Bei einem Besuch von Chinas Staatschef Xi Jinping in Moskau Anfang Mai wurde deutlich, welcher der beiden Partner sich bei der Frage der Autoproduktion in Russland durchsetzen dürfte. Putin sprach von „einem stabilen System des gegenseitigen Handels, das zuverlässig vor dem Einfluss von Drittländern“ schütze. Beobachter deuten das so: Peking gewährt dem Nachbarn beispielsweise Zugang zu Mikrochips. Im Gegenzug überlässt Moskau den Chinesen mehr oder weniger direkt den russischen Automarkt.

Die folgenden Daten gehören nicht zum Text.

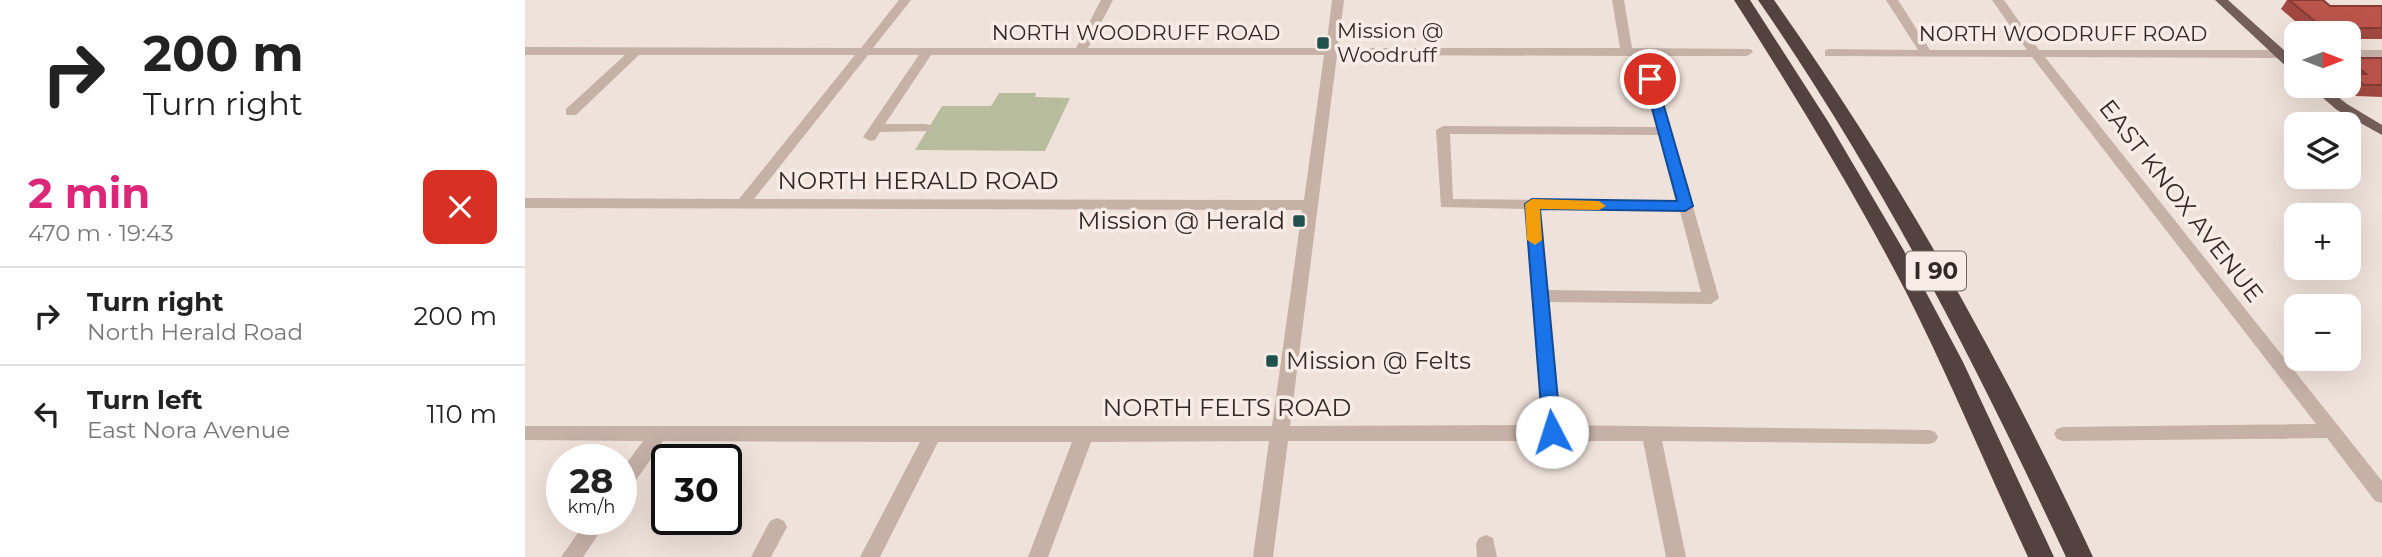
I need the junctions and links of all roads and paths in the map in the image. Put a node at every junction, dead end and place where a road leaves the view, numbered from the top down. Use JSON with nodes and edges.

Schon heute kommen 90 Prozent aller Chipimporte Russlands aus China. Und Putin braucht die Halbleiter – unter anderem für seine Waffensysteme.
Für ein Arrangement zulasten Moskaus und der Industriestandorte wie Kaluga und Yesipov spricht auch, dass es nach wie vor keinen einzigen Technologiedeal gibt, der es russischen Autobauern wie AwtoWAS (Lada) oder eben AGR erlaubt, chinesische Fahrzeuge auf Lizenzbasis in Eigenregie zu bauen – und vor allem weiter zu entwickeln. Diesen Weg hatte schon die Sowjetunion vor Jahrzehnten verfolgt. So waren Lada-Modelle früher in Lizenz gefertigte Fiat. Die ersten Moskwitsch-Autos basierten in den 1930er-Jahren auf dem Ford Model A.
Und noch etwas bremst den Plan, die russischen Autowerke mithilfe chinesischer Hersteller wie Chery nachhaltig wiederzubeleben: Grauimporte aus China. Dabei werden Fahrzeuge in der Volksrepublik zugelassen, was sie auf dem Papier in Gebrauchtwagen verwandelt. Danach folgt der Export. Laut der russischen Zeitung „Iswestija“ landen solche Fahrzeuge zunehmend in Russland. Ohne dass die meist kleinen Händler dafür Recyclinggebühr abführen würden.
Ein Automanager vor Ort: „Wenn die russische Regierung nicht dafür sorgt, dass es ein super Geschäft ist, Autos in Russland zu bauen, dann werden Grauimporte immer die billigsten Fahrzeuge am Markt sein.“ Und damit für weiterhin volle Parkplätze in Kaluga sorgen.